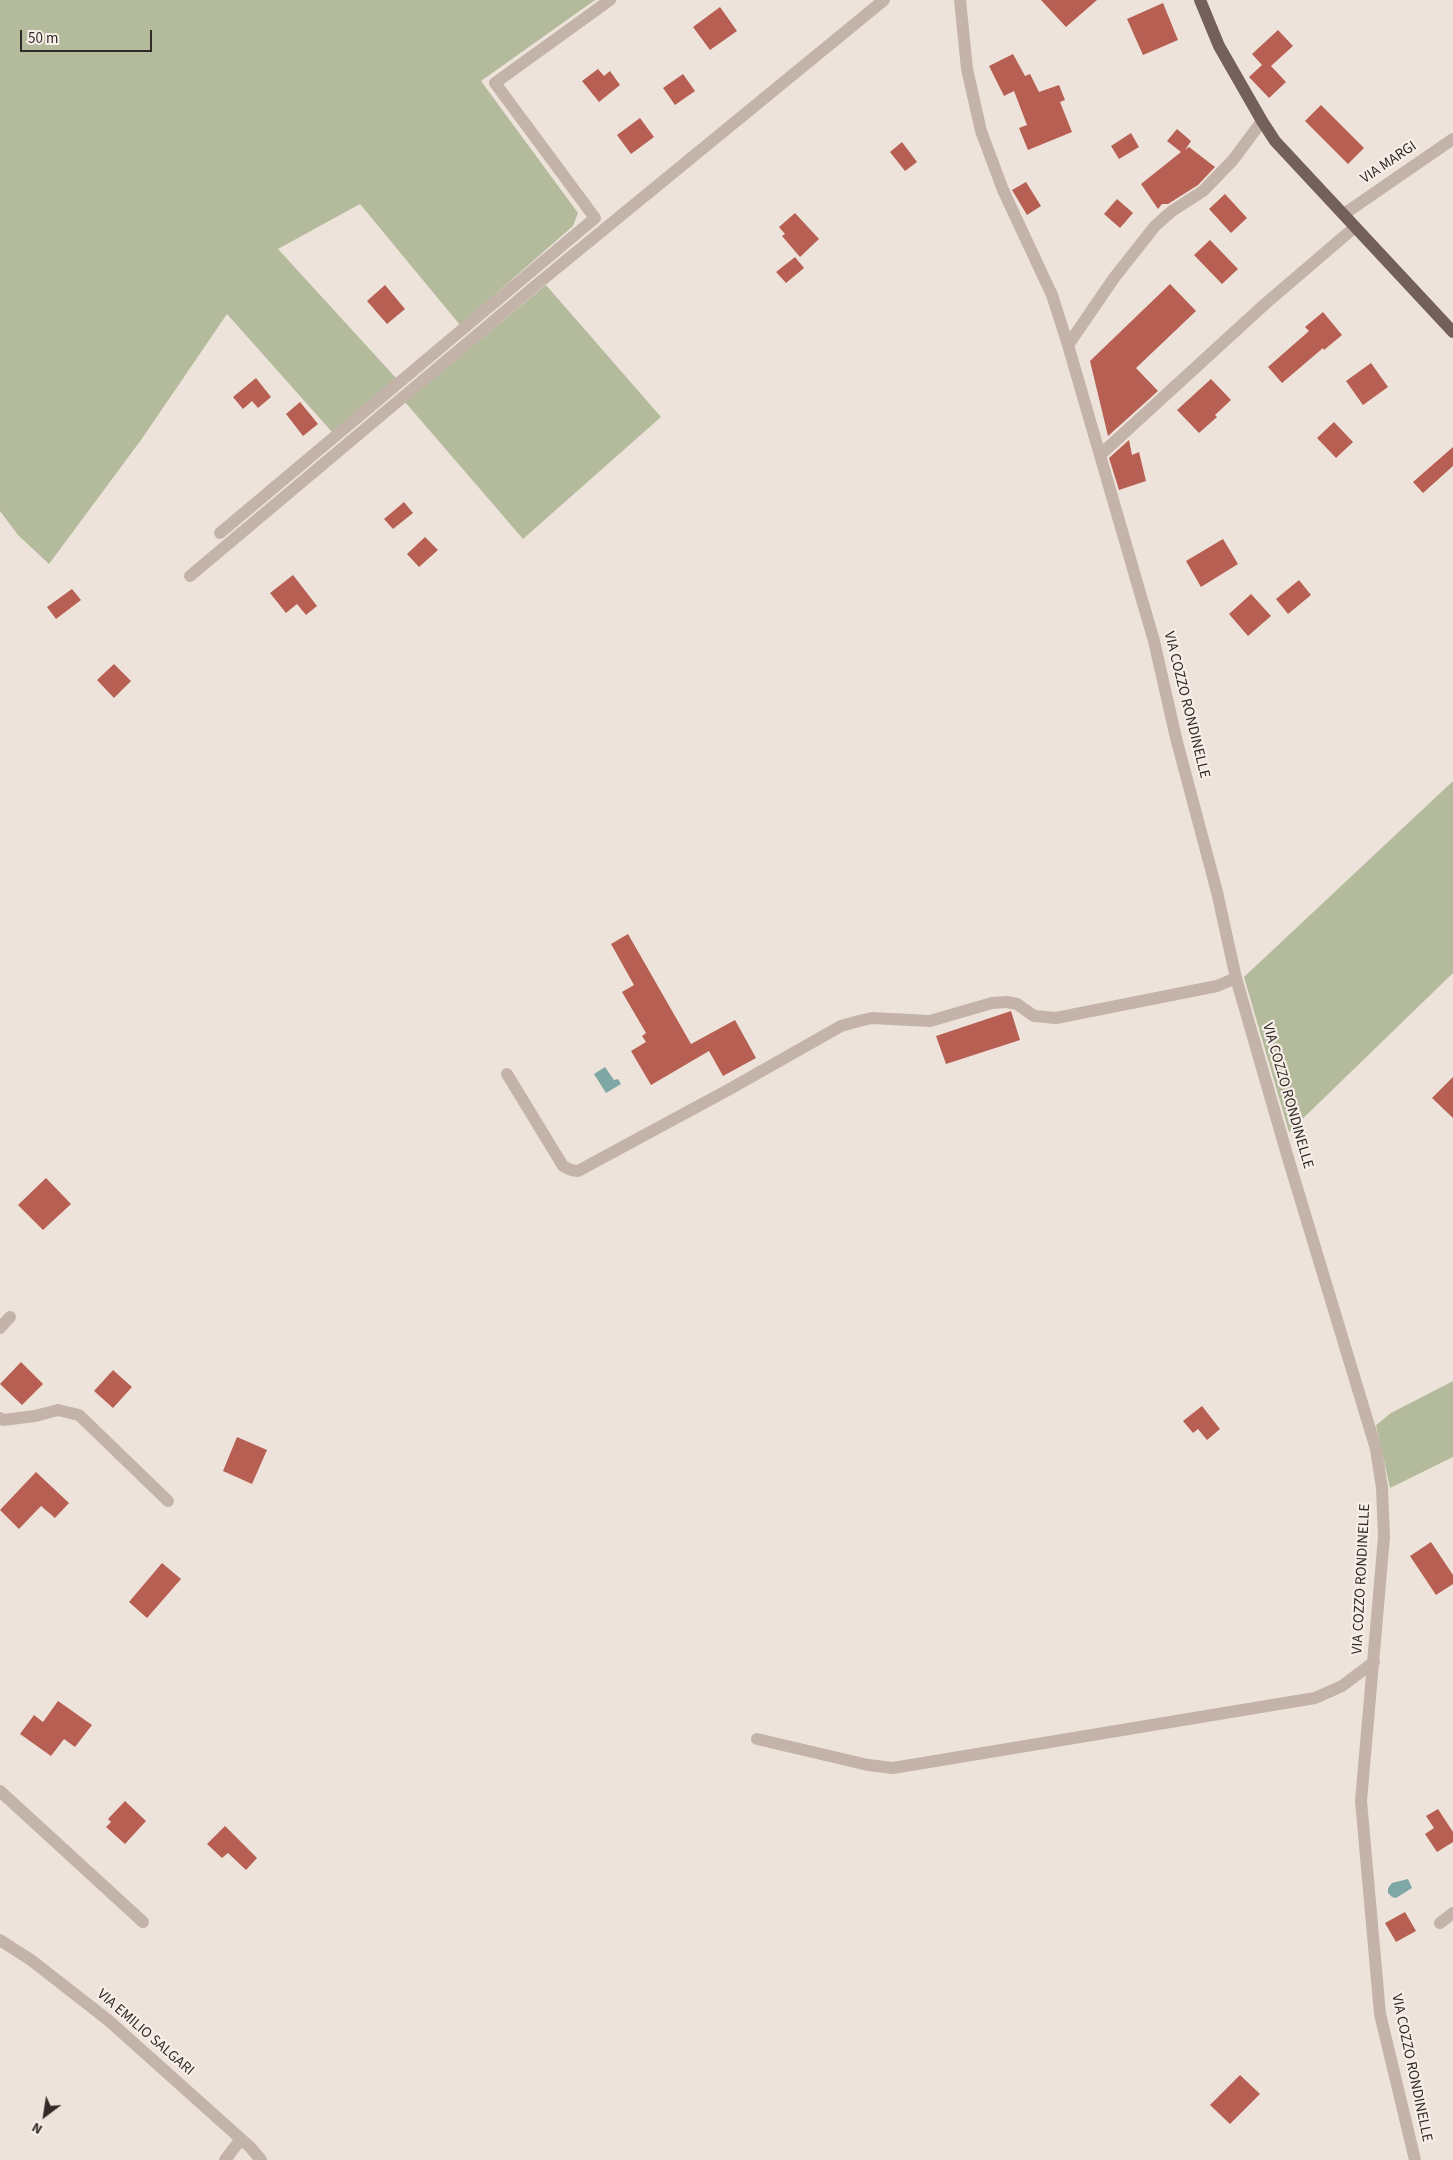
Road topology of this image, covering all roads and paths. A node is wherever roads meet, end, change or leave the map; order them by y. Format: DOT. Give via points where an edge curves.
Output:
graph roads {
  1 [pos="610,0"];
  2 [pos="884,0"];
  3 [pos="960,0"];
  4 [pos="1200,0"];
  5 [pos="1262,121"];
  6 [pos="1453,139"];
  7 [pos="1344,214"];
  8 [pos="1355,227"];
  9 [pos="1453,332"];
  10 [pos="1068,345"];
  11 [pos="1100,455"];
  12 [pos="220,533"];
  13 [pos="190,576"];
  14 [pos="1236,978"];
  15 [pos="507,1074"];
  16 [pos="10,1317"];
  17 [pos="0,1328"];
  18 [pos="0,1418"];
  19 [pos="168,1500"];
  20 [pos="1374,1662"];
  21 [pos="757,1739"];
  22 [pos="0,1791"];
  23 [pos="1453,1913"];
  24 [pos="143,1922"];
  25 [pos="1440,1923"];
  26 [pos="0,1940"];
  27 [pos="241,2139"];
  28 [pos="225,2160"];
  29 [pos="260,2160"];
  30 [pos="1415,2160"];
  1 -- 12 [label="street" via="495,83 595,218"];
  2 -- 13 [label="street" via="541,281"];
  3 -- 10 [label="street, VIA COZZO RONDINELLE" via="967,69 981,131 1003,190 1052,294"];
  4 -- 5 [label="main road" via="1219,46"];
  5 -- 7 [label="main road" via="1275,141"];
  5 -- 10 [label="street" via="1233,160 1203,191 1155,226"];
  6 -- 7 [label="street, VIA MARGI"];
  7 -- 8 [label="main road"];
  8 -- 9 [label="main road"];
  8 -- 11 [label="street" via="1265,304"];
  10 -- 11 [label="street, VIA COZZO RONDINELLE"];
  11 -- 14 [label="street, VIA COZZO RONDINELLE" via="1154,641"];
  14 -- 15 [label="street" via="1218,986 1056,1018 1034,1016 1017,1004 992,1002 930,1021 872,1018 841,1026 578,1171 564,1166"];
  14 -- 20 [label="street, VIA COZZO RONDINELLE" via="1376,1449 1384,1516"];
  16 -- 17 [label="street"];
  18 -- 19 [label="street" via="35,1416 58,1410 79,1416"];
  20 -- 21 [label="street" via="1342,1686 1316,1698 893,1768"];
  20 -- 30 [label="street, VIA COZZO RONDINELLE" via="1361,1801 1363,1839 1380,2014"];
  22 -- 24 [label="street"];
  23 -- 25 [label="street"];
  26 -- 27 [label="street, VIA EMILIO SALGARI" via="80,1997"];
  27 -- 28 [label="street"];
  27 -- 29 [label="street, VIA EMILIO SALGARI"];
}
==========
*Task brief*: Could you please repeat the entries above exactly, with every picture left out?

*Response to this task*:
Road topology of this image, covering all roads and paths. A node is wherever roads meet, end, change or leave the map; order them by y. Format: DOT. Give via points where an edge curves.
Output:
graph roads {
  1 [pos="610,0"];
  2 [pos="884,0"];
  3 [pos="960,0"];
  4 [pos="1200,0"];
  5 [pos="1262,121"];
  6 [pos="1453,139"];
  7 [pos="1344,214"];
  8 [pos="1355,227"];
  9 [pos="1453,332"];
  10 [pos="1068,345"];
  11 [pos="1100,455"];
  12 [pos="220,533"];
  13 [pos="190,576"];
  14 [pos="1236,978"];
  15 [pos="507,1074"];
  16 [pos="10,1317"];
  17 [pos="0,1328"];
  18 [pos="0,1418"];
  19 [pos="168,1500"];
  20 [pos="1374,1662"];
  21 [pos="757,1739"];
  22 [pos="0,1791"];
  23 [pos="1453,1913"];
  24 [pos="143,1922"];
  25 [pos="1440,1923"];
  26 [pos="0,1940"];
  27 [pos="241,2139"];
  28 [pos="225,2160"];
  29 [pos="260,2160"];
  30 [pos="1415,2160"];
  1 -- 12 [label="street" via="495,83 595,218"];
  2 -- 13 [label="street" via="541,281"];
  3 -- 10 [label="street, VIA COZZO RONDINELLE" via="967,69 981,131 1003,190 1052,294"];
  4 -- 5 [label="main road" via="1219,46"];
  5 -- 7 [label="main road" via="1275,141"];
  5 -- 10 [label="street" via="1233,160 1203,191 1155,226"];
  6 -- 7 [label="street, VIA MARGI"];
  7 -- 8 [label="main road"];
  8 -- 9 [label="main road"];
  8 -- 11 [label="street" via="1265,304"];
  10 -- 11 [label="street, VIA COZZO RONDINELLE"];
  11 -- 14 [label="street, VIA COZZO RONDINELLE" via="1154,641"];
  14 -- 15 [label="street" via="1218,986 1056,1018 1034,1016 1017,1004 992,1002 930,1021 872,1018 841,1026 578,1171 564,1166"];
  14 -- 20 [label="street, VIA COZZO RONDINELLE" via="1376,1449 1384,1516"];
  16 -- 17 [label="street"];
  18 -- 19 [label="street" via="35,1416 58,1410 79,1416"];
  20 -- 21 [label="street" via="1342,1686 1316,1698 893,1768"];
  20 -- 30 [label="street, VIA COZZO RONDINELLE" via="1361,1801 1363,1839 1380,2014"];
  22 -- 24 [label="street"];
  23 -- 25 [label="street"];
  26 -- 27 [label="street, VIA EMILIO SALGARI" via="80,1997"];
  27 -- 28 [label="street"];
  27 -- 29 [label="street, VIA EMILIO SALGARI"];
}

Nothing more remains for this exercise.